Exgolpistas y marxistas de viejo cuño—Núñez Tenorio, Mieres—rodean a Chávez, y sus apoyos principales se encuentran, naturalmente, en su propio movimiento y lo más radical—PPT—de la antigua Causa R. Estos factores, junto con su trayectoria, garantizan que un gobierno presidido por Hugo Chávez sería realmente desastroso para el país. Ni siquiera podría hablarse de un retroceso, porque nunca antes el gobierno ha estado en manos de un radical de extrema izquierda.

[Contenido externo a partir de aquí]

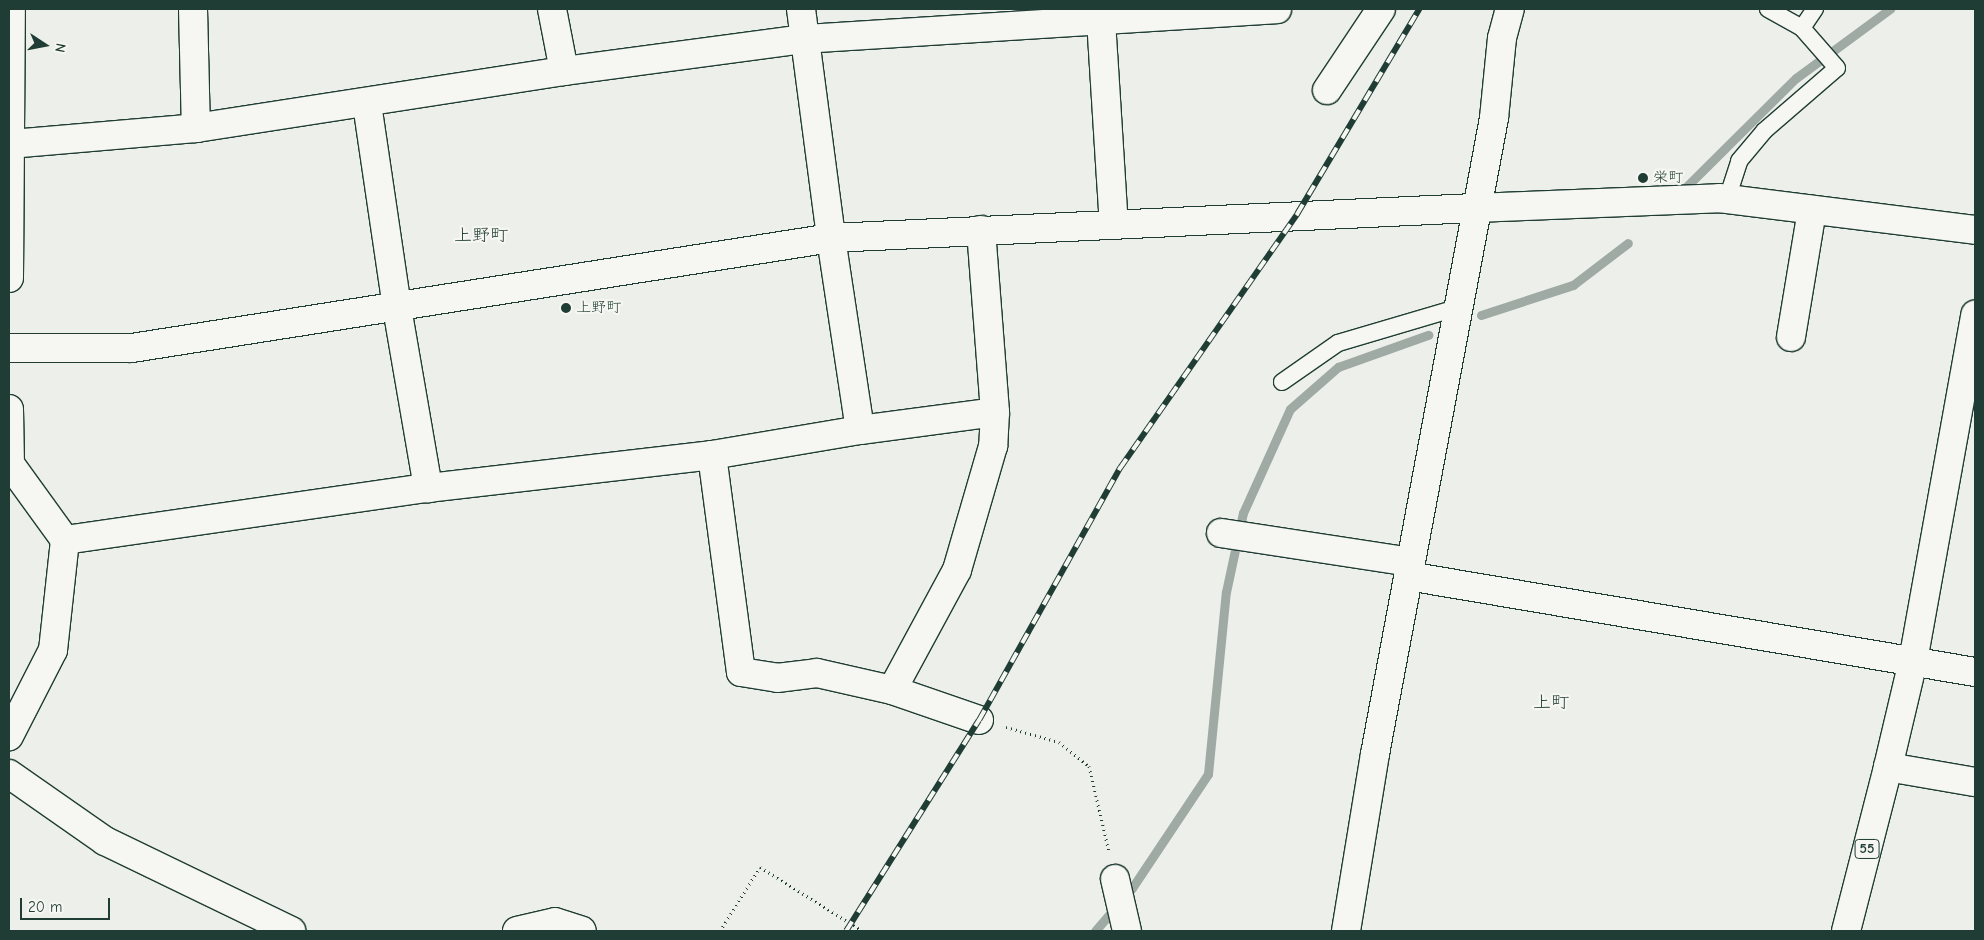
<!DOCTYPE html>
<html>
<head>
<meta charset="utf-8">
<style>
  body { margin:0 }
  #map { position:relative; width:1984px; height:940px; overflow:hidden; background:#edefea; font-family:"Comic Neue","Klee One",sans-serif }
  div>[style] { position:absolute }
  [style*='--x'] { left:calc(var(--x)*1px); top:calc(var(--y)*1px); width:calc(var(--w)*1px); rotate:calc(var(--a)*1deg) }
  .stream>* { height:9px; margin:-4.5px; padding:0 4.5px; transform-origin:4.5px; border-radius:4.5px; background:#9faaa4 }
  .path>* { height:3px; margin-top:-1.5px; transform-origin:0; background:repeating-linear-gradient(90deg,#1f3d34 0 1px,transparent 0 5px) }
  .roads { filter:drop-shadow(1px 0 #1f3d34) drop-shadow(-1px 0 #1f3d34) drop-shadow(0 1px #1f3d34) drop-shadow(0 -1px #1f3d34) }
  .service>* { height:16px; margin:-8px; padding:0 8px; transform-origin:8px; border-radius:8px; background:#f6f6f2 }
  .minor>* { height:28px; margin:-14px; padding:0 14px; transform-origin:14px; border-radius:14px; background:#f6f6f2 }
  .tertiary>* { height:28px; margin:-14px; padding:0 14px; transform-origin:14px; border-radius:14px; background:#f6f6f2 }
  .primary>* { height:28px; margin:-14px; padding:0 14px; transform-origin:14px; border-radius:14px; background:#f6f6f2 }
  .rail>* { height:5.5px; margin-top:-2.75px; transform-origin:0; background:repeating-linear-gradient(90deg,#f6f6f2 0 11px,#1f3d34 0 22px); box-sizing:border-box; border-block:1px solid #1f3d34 }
  .dots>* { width:14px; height:14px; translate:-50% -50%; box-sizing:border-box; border:2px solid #f6f6f2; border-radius:50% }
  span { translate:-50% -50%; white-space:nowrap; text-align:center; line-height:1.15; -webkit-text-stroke:4.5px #f6f6f2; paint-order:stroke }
  .shield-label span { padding:1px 4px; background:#f6f6f2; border:1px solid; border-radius:4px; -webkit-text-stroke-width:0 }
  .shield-label { font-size:14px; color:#1f3d34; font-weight:700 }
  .poi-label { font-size:15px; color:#1f3d34 }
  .left { translate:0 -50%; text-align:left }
  .quarter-label { font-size:18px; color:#1f3d34 }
  .frame { position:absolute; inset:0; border:10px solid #1f3d34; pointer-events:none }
  .north { position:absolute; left:20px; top:20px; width:50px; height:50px; -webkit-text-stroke:4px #f6f6f2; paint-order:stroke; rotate:101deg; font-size:14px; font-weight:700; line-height:20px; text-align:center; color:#1f3d34 }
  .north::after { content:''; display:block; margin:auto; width:18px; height:22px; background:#1f3d34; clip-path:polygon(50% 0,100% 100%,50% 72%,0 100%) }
  .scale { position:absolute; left:20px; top:898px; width:90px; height:22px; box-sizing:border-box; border:2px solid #1f3d34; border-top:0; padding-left:6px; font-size:15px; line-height:18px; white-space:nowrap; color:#1f3d34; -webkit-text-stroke:4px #f6f6f2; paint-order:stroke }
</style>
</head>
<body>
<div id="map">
  <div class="stream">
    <div style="--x:1680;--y:193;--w:163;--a:-44.8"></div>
    <div style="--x:1796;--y:78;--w:117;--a:-36.3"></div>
    <div style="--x:1481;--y:315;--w:97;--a:-18.1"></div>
    <div style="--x:1573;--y:285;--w:69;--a:-37.4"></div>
    <div style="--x:1095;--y:931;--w:57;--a:-49.3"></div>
    <div style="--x:1132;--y:888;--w:137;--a:-56.3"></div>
    <div style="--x:1208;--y:774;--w:183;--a:-84.4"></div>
    <div style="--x:1226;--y:592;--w:81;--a:-77.9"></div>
    <div style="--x:1243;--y:513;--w:114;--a:-65.7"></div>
    <div style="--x:1290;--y:409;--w:64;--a:-41.2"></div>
    <div style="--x:1338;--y:367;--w:96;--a:-19.6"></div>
  </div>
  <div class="path">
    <div style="--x:1006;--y:727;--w:55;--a:15.8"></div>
    <div style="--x:1059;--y:742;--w:38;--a:39"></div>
    <div style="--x:1089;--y:766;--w:88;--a:76.9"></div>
    <div style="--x:720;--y:931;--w:75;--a:-58"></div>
    <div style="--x:760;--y:867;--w:121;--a:31.9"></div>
  </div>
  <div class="roads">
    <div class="service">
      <div style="--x:1768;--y:9;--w:39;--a:29"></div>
      <div style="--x:1802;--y:28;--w:23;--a:-56"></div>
      <div style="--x:1727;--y:199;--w:40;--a:-72"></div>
      <div style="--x:1739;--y:161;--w:39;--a:-50"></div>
      <div style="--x:1764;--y:131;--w:96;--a:-40.8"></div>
      <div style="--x:1837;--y:68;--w:53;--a:-131.2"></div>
      <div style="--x:1282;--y:382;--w:68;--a:-34.9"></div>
      <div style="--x:1338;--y:343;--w:123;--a:-16.5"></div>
    </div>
    <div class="minor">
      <div style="--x:193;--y:9;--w:119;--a:88.6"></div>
      <div style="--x:552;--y:9;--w:63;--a:79"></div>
      <div style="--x:1101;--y:20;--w:204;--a:86.4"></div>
      <div style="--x:1327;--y:90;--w:97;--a:-56.3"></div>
      <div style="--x:367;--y:104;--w:206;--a:81.6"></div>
      <div style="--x:397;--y:308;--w:183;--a:80.2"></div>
      <div style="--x:11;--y:144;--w:186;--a:-4.9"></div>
      <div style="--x:196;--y:128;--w:372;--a:-8.8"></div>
      <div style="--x:564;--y:71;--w:242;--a:-7.6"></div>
      <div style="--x:804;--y:39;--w:474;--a:-3.6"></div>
      <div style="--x:1475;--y:208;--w:244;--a:-2.3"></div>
      <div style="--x:1719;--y:198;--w:258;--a:7.1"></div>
      <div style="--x:981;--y:230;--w:183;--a:85.6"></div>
      <div style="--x:831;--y:238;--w:194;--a:81.4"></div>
      <div style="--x:9;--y:278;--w:269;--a:-89.6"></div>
      <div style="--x:1791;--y:337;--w:129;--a:-80.6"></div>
      <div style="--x:9;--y:409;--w:55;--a:89"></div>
      <div style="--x:10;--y:464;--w:94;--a:54.1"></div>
      <div style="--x:65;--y:540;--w:111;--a:96.2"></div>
      <div style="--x:53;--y:650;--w:97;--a:117.1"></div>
      <div style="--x:712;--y:455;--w:219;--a:82.4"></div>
      <div style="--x:741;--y:672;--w:36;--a:9"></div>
      <div style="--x:777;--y:678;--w:40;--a:-7.1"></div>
      <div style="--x:817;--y:673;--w:77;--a:12.8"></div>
      <div style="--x:1221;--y:533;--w:192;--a:8.7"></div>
      <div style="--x:65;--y:540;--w:367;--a:-8.2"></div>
      <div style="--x:428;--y:488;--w:286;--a:-6.6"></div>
      <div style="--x:712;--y:455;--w:150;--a:-9.6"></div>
      <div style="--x:860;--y:430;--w:136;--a:-7.6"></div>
      <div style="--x:995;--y:412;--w:34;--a:93"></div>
      <div style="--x:993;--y:446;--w:129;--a:106.2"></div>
      <div style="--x:957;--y:570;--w:136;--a:118.4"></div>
      <div style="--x:892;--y:690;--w:92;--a:19"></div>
      <div style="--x:1408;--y:576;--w:575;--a:9.61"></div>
      <div style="--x:9;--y:774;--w:117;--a:34.9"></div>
      <div style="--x:105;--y:841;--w:207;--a:25.8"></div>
      <div style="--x:1115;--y:879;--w:53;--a:77"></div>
      <div style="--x:517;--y:931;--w:39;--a:-13"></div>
      <div style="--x:555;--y:922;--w:28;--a:18"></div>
      <div style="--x:1346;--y:931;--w:179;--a:-80.7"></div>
      <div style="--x:1375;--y:754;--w:647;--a:-79.4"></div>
      <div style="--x:1494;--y:118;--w:80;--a:-84.3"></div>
      <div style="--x:1502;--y:38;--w:30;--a:-75"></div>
    </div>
    <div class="tertiary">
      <div style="--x:801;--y:9;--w:231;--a:82.5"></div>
      <div style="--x:9;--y:348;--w:123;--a:0"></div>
      <div style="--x:132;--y:348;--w:708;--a:-8.94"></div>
      <div style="--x:831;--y:238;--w:645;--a:-2.67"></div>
      <div style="--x:1888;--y:767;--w:109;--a:-76.7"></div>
      <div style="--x:1913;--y:661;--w:352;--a:-79.8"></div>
    </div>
    <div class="primary">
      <div style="--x:1846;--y:931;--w:169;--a:-75.6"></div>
      <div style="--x:1888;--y:767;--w:88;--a:9.8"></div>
    </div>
  </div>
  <div class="rail">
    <div style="--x:846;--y:931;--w:249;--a:-57.8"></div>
    <div style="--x:979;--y:720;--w:289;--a:-60.8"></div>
    <div style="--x:1120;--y:468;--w:310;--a:-55.1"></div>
    <div style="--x:1297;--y:214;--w:239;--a:-59.2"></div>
  </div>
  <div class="dots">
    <div style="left:1643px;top:178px;background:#1f3d34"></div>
    <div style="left:566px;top:308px;background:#1f3d34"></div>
  </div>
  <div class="shield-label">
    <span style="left:1867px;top:849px">55</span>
  </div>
  <div class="poi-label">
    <span class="left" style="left:1653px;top:178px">栄町</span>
    <span class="left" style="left:576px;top:308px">上野町</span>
  </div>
  <div class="quarter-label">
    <span style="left:481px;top:236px">上野町</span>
    <span style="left:1551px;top:703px">上町</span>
  </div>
  <div class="frame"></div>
  <div class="north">N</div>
  <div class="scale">20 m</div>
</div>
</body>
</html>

Pero también es importante no descuidar el hecho de que su prédica simplista y resentida encuentra sitio de anclaje en el inmenso desapego del Elector venezolano, en su confusión, en el largo sufrimiento social de los venezolanos. Si al caos de Chávez se pretende oponer un «orden» que se muestre como la continuación del statu quo, mucho me temo que ganará el caos. A Hugo Chávez sólo podrá derrotarlo un candidato de quien no pueda decirse que ha participado de la estructura de poder prevaleciente en Venezuela. A quien Chávez y sus seguidores no puedan identificar con la práctica política más reciente, a quien sea verdaderamente un outsider.

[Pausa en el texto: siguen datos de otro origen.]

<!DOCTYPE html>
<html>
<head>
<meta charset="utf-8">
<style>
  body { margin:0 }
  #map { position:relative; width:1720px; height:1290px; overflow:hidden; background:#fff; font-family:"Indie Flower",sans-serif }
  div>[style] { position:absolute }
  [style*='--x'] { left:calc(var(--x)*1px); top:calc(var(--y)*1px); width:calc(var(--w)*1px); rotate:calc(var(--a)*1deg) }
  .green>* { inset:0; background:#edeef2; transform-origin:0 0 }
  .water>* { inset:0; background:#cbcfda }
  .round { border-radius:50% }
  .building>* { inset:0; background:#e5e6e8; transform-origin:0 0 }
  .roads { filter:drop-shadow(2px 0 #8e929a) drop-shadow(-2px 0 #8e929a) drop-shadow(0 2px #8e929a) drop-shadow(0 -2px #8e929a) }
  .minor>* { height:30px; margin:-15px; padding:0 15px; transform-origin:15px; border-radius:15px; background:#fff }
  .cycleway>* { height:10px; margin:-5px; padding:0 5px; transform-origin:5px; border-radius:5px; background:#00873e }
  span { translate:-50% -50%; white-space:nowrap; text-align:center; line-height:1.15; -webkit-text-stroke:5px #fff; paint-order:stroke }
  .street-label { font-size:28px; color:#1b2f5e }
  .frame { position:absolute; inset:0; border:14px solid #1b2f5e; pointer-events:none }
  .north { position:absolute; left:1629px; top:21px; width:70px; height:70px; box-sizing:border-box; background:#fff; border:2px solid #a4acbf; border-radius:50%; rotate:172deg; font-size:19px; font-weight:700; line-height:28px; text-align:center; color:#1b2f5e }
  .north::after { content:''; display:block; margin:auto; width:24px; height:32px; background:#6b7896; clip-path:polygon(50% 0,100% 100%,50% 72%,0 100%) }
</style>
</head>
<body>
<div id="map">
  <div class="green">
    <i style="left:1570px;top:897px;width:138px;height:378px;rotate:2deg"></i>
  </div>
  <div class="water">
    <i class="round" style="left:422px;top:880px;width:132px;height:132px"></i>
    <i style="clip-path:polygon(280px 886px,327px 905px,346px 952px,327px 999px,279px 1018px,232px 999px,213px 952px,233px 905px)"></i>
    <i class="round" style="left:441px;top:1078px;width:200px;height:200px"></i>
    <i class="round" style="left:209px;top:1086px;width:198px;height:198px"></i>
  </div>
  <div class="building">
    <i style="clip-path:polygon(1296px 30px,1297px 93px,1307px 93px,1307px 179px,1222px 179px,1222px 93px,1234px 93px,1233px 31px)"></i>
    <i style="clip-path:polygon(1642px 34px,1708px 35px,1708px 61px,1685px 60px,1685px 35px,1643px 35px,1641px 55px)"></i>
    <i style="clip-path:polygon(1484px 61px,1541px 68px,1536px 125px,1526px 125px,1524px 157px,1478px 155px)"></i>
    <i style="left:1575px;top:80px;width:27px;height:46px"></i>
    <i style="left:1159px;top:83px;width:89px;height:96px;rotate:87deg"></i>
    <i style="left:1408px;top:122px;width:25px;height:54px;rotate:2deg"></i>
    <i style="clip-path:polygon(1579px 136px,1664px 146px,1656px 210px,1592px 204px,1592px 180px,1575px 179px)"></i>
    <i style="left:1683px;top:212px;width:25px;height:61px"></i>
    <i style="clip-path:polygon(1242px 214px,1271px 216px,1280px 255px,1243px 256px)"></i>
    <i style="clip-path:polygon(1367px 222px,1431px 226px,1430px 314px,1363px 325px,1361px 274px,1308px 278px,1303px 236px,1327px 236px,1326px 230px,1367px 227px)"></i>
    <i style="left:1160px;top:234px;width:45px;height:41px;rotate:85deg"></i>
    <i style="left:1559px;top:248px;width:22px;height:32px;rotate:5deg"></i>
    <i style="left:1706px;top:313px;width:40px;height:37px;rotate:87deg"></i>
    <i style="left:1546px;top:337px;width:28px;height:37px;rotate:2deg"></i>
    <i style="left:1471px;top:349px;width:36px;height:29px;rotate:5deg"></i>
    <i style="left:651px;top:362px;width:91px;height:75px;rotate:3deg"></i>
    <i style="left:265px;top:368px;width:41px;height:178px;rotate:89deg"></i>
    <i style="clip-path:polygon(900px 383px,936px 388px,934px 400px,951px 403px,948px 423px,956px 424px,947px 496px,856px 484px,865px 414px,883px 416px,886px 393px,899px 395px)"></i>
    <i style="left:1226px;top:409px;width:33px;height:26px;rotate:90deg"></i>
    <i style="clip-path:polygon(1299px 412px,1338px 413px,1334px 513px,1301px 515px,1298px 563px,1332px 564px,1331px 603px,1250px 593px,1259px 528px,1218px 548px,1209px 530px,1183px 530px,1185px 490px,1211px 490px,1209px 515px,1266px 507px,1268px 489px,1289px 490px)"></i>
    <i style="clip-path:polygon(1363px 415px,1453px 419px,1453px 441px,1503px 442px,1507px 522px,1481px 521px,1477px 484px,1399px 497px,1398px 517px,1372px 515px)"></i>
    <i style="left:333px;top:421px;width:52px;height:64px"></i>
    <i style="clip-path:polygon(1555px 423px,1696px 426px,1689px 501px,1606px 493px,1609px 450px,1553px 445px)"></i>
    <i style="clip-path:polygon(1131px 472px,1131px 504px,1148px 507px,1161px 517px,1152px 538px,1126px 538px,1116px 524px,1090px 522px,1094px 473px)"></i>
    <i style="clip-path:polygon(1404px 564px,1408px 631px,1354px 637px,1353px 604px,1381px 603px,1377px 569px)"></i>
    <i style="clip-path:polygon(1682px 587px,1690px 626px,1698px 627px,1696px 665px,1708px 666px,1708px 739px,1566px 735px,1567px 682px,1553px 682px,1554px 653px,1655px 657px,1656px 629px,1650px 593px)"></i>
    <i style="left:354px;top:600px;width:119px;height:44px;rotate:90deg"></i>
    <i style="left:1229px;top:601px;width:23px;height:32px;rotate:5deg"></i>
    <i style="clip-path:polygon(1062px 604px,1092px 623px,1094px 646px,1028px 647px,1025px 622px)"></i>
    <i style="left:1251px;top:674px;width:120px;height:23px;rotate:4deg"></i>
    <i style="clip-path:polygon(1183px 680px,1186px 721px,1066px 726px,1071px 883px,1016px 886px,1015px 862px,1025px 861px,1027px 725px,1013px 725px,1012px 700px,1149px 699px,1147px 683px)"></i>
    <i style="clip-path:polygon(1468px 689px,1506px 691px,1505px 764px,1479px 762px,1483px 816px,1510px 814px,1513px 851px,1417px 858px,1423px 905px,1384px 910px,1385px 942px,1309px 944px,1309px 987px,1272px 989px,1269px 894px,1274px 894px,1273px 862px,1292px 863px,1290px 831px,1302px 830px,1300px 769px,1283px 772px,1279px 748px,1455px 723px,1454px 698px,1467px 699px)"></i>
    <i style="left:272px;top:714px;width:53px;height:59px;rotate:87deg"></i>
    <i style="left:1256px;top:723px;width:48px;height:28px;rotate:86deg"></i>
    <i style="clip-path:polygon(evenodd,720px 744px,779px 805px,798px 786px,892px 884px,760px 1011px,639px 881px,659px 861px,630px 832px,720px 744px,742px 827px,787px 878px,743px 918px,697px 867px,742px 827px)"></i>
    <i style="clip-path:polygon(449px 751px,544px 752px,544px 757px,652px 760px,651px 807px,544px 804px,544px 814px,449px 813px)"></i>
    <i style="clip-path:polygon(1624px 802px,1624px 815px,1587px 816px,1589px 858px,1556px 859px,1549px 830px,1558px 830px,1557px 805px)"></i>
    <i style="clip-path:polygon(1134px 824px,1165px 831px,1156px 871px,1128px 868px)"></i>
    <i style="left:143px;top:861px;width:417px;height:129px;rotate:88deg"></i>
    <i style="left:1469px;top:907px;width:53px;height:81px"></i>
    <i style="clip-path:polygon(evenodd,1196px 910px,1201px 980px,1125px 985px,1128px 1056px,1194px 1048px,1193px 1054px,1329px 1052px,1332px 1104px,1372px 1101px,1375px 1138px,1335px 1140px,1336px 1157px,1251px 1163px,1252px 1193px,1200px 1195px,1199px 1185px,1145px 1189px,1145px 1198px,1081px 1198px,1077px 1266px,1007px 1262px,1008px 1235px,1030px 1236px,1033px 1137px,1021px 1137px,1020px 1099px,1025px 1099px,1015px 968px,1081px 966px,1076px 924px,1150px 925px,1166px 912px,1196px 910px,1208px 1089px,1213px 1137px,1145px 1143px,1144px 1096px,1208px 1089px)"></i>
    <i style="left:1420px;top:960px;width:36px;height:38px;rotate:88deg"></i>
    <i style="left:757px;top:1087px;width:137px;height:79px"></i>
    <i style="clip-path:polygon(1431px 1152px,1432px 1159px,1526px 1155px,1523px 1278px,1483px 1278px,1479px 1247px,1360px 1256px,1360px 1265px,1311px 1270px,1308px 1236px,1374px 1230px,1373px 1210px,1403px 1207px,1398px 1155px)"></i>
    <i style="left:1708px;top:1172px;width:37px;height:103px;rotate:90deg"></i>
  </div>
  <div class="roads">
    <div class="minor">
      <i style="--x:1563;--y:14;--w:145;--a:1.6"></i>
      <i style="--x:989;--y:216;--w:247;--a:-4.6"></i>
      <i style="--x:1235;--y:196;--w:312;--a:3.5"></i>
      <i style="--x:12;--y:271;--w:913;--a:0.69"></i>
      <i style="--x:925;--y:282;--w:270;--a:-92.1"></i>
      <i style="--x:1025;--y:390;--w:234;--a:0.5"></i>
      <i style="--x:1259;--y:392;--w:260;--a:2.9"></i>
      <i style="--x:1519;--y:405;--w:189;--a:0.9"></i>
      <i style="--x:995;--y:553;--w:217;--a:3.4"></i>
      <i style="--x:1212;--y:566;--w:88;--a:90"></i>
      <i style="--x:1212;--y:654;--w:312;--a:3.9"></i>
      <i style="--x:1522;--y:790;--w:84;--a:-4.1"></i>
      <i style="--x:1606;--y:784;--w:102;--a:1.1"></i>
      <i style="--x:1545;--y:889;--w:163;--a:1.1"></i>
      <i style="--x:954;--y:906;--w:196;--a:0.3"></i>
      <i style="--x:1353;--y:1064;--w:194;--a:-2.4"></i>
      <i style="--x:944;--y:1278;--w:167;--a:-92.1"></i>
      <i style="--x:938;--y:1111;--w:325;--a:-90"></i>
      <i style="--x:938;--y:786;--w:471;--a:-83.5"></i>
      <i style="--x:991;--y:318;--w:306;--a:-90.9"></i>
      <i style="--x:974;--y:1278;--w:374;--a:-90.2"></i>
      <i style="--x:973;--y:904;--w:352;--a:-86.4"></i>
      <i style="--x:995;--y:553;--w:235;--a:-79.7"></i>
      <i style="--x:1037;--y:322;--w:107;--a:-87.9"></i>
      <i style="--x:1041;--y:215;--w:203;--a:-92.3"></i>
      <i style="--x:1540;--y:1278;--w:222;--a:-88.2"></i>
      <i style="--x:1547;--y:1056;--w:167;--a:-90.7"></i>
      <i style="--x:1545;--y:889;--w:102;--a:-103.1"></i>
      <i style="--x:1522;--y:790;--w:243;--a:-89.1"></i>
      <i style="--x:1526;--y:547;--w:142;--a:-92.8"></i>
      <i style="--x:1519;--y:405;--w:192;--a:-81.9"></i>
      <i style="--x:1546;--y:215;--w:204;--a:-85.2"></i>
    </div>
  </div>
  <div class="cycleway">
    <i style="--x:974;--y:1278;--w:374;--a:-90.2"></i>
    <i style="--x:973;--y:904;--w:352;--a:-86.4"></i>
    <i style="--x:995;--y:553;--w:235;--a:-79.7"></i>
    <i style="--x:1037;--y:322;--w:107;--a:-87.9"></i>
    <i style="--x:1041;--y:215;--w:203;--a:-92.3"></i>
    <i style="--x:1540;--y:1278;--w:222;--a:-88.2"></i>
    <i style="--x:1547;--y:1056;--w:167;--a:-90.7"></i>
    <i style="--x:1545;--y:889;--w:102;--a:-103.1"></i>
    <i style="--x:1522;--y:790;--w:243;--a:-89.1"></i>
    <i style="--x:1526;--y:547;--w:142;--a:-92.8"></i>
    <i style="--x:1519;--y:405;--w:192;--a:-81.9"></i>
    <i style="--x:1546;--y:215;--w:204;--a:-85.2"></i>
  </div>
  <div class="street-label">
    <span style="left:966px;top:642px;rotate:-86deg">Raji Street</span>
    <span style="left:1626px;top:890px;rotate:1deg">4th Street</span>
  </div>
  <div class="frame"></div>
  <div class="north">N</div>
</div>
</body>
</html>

Acción Democrática tiene razones muy explicables, desde su perspectiva de organización de poder, para postular un militante suyo como candidato. Pero si este candidato no exhibe audacia, ganas de transformar realmente el Estado, voluntad de respuesta a la demasiado larga lista de problemas, pronto se notará que no penetra en las encuestas y que la ubicación de Chávez continuará ascendiendo. ¿Qué se haría entonces?
La candidatura de Salas Römer se halla muy próxima a su techo. Al desplome de Miss Titanic su figura emergió como quien pudiese detener el ascenso de Chávez. Pero ni siquiera ha logrado el consenso eficaz de quienes pudieran sostenerle naturalmente, y esto es entonces lo que permite imaginar una confrontación final entre el candidato de AD y el excomandante. Pero si el candidato acciondemocratista permite que se le vea como la encarnación destilada de todo lo que los Electores rechazamos, las elecciones presidenciales serán ganadas por quien ha procurado ser el recolector del descontento.